Today, I received a great offer. A free Ericsson T18 Laptop. All I had to do was forward the email to 8 people and I would receive the laptop. As long as I cc’d the original sender. AND, if I forwarded the email to 20 people, my free laptop would be upgraded to an Ericsson R320.
Wow, I thought. I wouldn’t mind receiving a new laptop. Who do I know who would also benefit from this great offer? So, I immediately hit the forward button (something I don’t usually do) and started adding contacts.
I got as far as the third name and then realization hit me… how old was this email and how do they keep track? There must be a catch… I couldn’t be that lucky! They surely couldn’t make money from giving away so many laptops. Clearly this was an offer too good to be true!
I mean, when you think about it, the person who sent me the email was one of 20 recipients. The person who sent her the email was also probably one of 20, and the one before that too. So, if everyone in this tiny part of the chain each sent out 20 emails that would already be 3,200,000 recipients of a free laptop. No way could a company like Sony Ericsson give away that many laptops and expect to stay in business.
So, I looked for the expiry date on the ad. No date. I went on the Ericsson website to find out how old the T18 model was. But the most recent article about the T18 was 2 or 3 years old. Hmm, I thought, so this email must have been doing the rounds for quite some time.
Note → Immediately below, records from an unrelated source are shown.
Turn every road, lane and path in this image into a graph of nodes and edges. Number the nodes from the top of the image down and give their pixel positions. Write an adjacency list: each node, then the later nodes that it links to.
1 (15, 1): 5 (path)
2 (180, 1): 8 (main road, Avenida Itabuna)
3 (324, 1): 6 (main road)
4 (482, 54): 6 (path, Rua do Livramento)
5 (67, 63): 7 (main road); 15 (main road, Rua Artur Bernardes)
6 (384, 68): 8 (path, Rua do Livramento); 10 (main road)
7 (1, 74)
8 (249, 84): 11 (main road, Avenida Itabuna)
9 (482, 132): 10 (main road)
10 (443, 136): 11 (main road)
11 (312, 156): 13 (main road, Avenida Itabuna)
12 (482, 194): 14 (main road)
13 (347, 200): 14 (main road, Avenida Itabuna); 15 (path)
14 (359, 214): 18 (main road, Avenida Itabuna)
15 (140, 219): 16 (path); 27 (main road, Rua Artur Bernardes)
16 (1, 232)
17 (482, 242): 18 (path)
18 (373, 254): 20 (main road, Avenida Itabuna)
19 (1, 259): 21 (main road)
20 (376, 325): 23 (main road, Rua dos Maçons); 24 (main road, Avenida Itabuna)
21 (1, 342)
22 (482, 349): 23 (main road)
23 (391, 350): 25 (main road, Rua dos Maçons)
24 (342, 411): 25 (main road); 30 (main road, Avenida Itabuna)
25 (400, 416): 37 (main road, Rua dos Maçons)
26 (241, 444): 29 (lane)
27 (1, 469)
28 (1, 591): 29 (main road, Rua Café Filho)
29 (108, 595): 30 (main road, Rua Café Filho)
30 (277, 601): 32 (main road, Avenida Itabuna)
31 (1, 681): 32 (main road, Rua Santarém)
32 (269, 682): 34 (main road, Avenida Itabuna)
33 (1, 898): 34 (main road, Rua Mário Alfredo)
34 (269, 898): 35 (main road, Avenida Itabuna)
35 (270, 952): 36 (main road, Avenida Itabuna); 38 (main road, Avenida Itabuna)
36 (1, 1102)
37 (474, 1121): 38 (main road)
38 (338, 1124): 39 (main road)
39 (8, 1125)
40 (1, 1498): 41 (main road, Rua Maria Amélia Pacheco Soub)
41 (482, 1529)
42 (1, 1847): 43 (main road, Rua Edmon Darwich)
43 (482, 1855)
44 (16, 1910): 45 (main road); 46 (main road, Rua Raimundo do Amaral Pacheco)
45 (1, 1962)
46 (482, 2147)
Then, I wondered if this offer was even for real. So I searched for the subject line of the email on Google. Sure enough, it turned out that this was one of several variations of the same hoax that had been circulating the net since 2000. Not only that, if I had read the article on the T18, I would’ve learned that the T18 isn’t even a laptop, it’s a cell phone that was discontinued awhile back.
Ericsson is aware of the hoax and has made a statement assuring everyone that it had not originated any of the emails. Nor did the original sender’s email address exist at their company.
A hoax! I was right to be sceptical.
I immediately responded to the sender advising that she warn everyone else she’d sent the email to and gave her the link to one of the sites with the relevant information.
A lesson to be learned: before forwarding emails with offers that sound too good to be true, check the facts. Make sure they are not a hoax, whose only intentions are to obtain as many email addresses as possible and sell them to spammers, overload the internet or, worse still, circulate malicious viruses.
If you do forward emails, be sure to delete off the sender’s email address as well as all previous recipients’ email addresses. And if you’re sending bulk emails, be sure to blind copy all your recipients to avoid future spam.
Fortunately for me, I realized later that the lady who had sent me the email had actually bcc’d her 20 recipients, so hopefully the originator of the hoax would not have access to my email address.